=== WHAT YOU SHOULD DO ===
Nothing in the records should be left out; transcribe them exactly.
*** DATA TO PROCESS ***
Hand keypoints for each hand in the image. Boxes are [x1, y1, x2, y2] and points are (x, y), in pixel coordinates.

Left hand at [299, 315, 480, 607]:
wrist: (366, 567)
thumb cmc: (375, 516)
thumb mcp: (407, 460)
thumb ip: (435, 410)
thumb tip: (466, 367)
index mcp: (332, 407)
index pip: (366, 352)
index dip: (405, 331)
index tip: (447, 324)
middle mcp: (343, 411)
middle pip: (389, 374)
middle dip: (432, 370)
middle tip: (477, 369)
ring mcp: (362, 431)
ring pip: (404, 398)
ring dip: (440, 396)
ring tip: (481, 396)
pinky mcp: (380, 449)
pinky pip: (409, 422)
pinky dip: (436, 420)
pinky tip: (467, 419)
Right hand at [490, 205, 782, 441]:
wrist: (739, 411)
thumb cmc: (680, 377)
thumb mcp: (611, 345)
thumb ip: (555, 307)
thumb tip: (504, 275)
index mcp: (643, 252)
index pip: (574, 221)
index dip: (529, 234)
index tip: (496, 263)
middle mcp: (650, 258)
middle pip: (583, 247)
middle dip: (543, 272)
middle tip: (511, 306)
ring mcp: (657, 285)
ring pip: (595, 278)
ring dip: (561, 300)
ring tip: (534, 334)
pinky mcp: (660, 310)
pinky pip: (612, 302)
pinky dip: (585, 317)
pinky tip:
*** End of DATA TO PROCESS ***
=== EXERCISE RESPONSE ===
Hand keypoints for each hand in the image. Boxes are [x1, y1, x2, y2] and points are (x, y), in pixel coordinates.

Left hand at [299, 315, 480, 607]:
wrist: (366, 567)
thumb cmc: (375, 516)
thumb mcp: (407, 460)
thumb ip: (435, 410)
thumb tip: (466, 367)
index mcp: (332, 407)
index pip: (366, 352)
index dip: (405, 331)
index tip: (447, 324)
middle mcp: (343, 411)
middle pip: (389, 374)
middle dip: (432, 370)
middle tip: (477, 369)
ring mcp: (362, 431)
ring pip: (404, 398)
ring dip: (440, 396)
ring tip: (481, 396)
pinky mcp: (380, 449)
pinky pip: (409, 422)
pinky dip: (436, 420)
pinky tip: (467, 419)
Right hand at [490, 205, 782, 441]:
wrist: (739, 411)
thumb cmc: (680, 377)
thumb mcp: (611, 345)
thumb ip: (555, 307)
thumb tip: (504, 275)
index mcp: (643, 252)
index pip: (574, 221)
index dip: (529, 234)
index tip: (496, 263)
middle mcp: (650, 258)
middle pip: (583, 247)
middle dip: (543, 272)
middle tip: (511, 306)
ring mcp: (657, 285)
ring pip: (595, 278)
ring dip: (561, 300)
ring tip: (534, 334)
pinky mcp: (660, 310)
pinky pip: (612, 302)
pinky dip: (585, 317)
pinky tip:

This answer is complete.